“I thought you’d be gone longer.”
“I could have been anybody,” he roared.
“Like who?”
“Like...like...”
Hell, he couldn’t think of a single other person who might have barged in the way he just had, never guessing that he’d find a breathtaking sight like this one in a rude cabin in the Canadian wilds. He felt the front of his pants strain with his instant erection. Either she genuinely had no idea what effect she had on him, or she did know and was maliciously using it to slowly drive him crazy. Whichever, the result was the same.
Frustrated, he tore the pelt from his head and shook snow out of it. Gloves went flying. He tore at the tongs tying on his snowshoes. “Back to my original question, what the hell are you doing?”
“Taking my stitches out.”
The peg in the wall caught the coat he tossed in that general direction. “What?”
His stance—that know-it-all, arrogant, condescending, masculine stance—grated on her like a pumice stone. Not to mention his superior tone of voice. She looked him directly in the eye. “They’re itching. The wound has closed. It’s time they came out.”
“And you’re using a razor?”
“What do you suggest?”
He crossed the floor in three angry strides, pulling his hunting knife from its scabbard as he came. When he dropped to his knees in front of her, she recoiled and drew the blanket tightly around herself. “You can’t use that!”
His expression was forbearing as he unscrewed the handle of his knife and shook out several implements that Rusty hadn’t known until now were in there. Among them was a tiny pair of scissors. Instead of being pleased, she was furious: “If you had those all along, why did you cut my fingernails with that bowie knife?”
“I felt like it. Now, give me your leg.” He ex
tended his hand.
“I’ll do it.”
“Give me your leg.” He enunciated each word as he glared up at her from beneath his brows. “If you don’t, I’ll reach into that blanket and bring it out myself.” His voice dropped to a seductive pitch. “No telling what I might encounter before I find it.”
Mutinously she thrust her bare leg out from under the blanket. “Thank you,” he said sarcastically.
“Your mustache is dripping on me.”
The frost was beginning to melt. He wiped it dry on his shirt sleeve, but he didn’t release her bare foot. It looked small and pale in his large hand. Rusty loved the feeling, but she fought against enjoying it. She waged a war within when he tucked her heel into the notch of his thighs. She gasped over the firm, solid bulge that filled her arch.
He raised sardonic eyes up to hers. “What’s the matter?”
He was daring her to tell him. She would die before she even let him know she had noticed. “Nothing,” she said nonchalantly. “Your hands are cold, that’s all.”
The glint in his eyes told her that he knew she was lying. Grinning, he bent his head to his task. Clipping the silk threads presented no problems to either of them. Rusty was thinking that she could just as easily have done it herself. But when he picked up a small pair of tweezers and pinched the first clipped thread between them, she realized that the worst was yet to come.
“This won’t hurt, but it might sting a little,” he cautioned. He gave one swift tug to pull the stitch out. Reflexively Rusty’s foot made a braking motion against him.
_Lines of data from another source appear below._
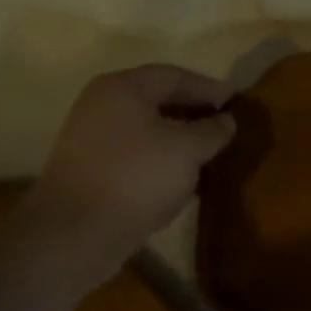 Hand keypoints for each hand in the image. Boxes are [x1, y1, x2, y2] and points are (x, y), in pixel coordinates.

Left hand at [25, 64, 236, 257]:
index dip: (208, 87)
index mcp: (122, 88)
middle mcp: (102, 105)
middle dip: (193, 113)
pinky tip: (181, 179)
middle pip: (157, 100)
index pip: (174, 76)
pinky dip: (161, 160)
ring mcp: (91, 139)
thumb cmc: (137, 177)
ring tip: (208, 154)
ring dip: (178, 139)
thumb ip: (212, 130)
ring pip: (146, 130)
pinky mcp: (90, 171)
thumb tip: (226, 120)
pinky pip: (135, 155)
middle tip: (225, 125)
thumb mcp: (188, 149)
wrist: (75, 234)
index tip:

“Ah, God,” he groaned. “Don’t do that.”
No, she wouldn’t. She definitely would not. She would keep her foot as still as stone from now on, even if he had to tear the stitches out with his teeth.
By the time the tweezers had picked the last thread out, tears of tension and anxiety had filled her eyes. He’d been as gentle as he could be, and Rusty was grateful, but it hadn’t been pleasant. She laid her hand on his shoulder. “Thanks, Cooper.”
He shrugged her hand off. “Get dressed. And hurry up with dinner,” he ordered with the graciousness of a caveman. “I’m starving.”
Soon after that, he started drinking.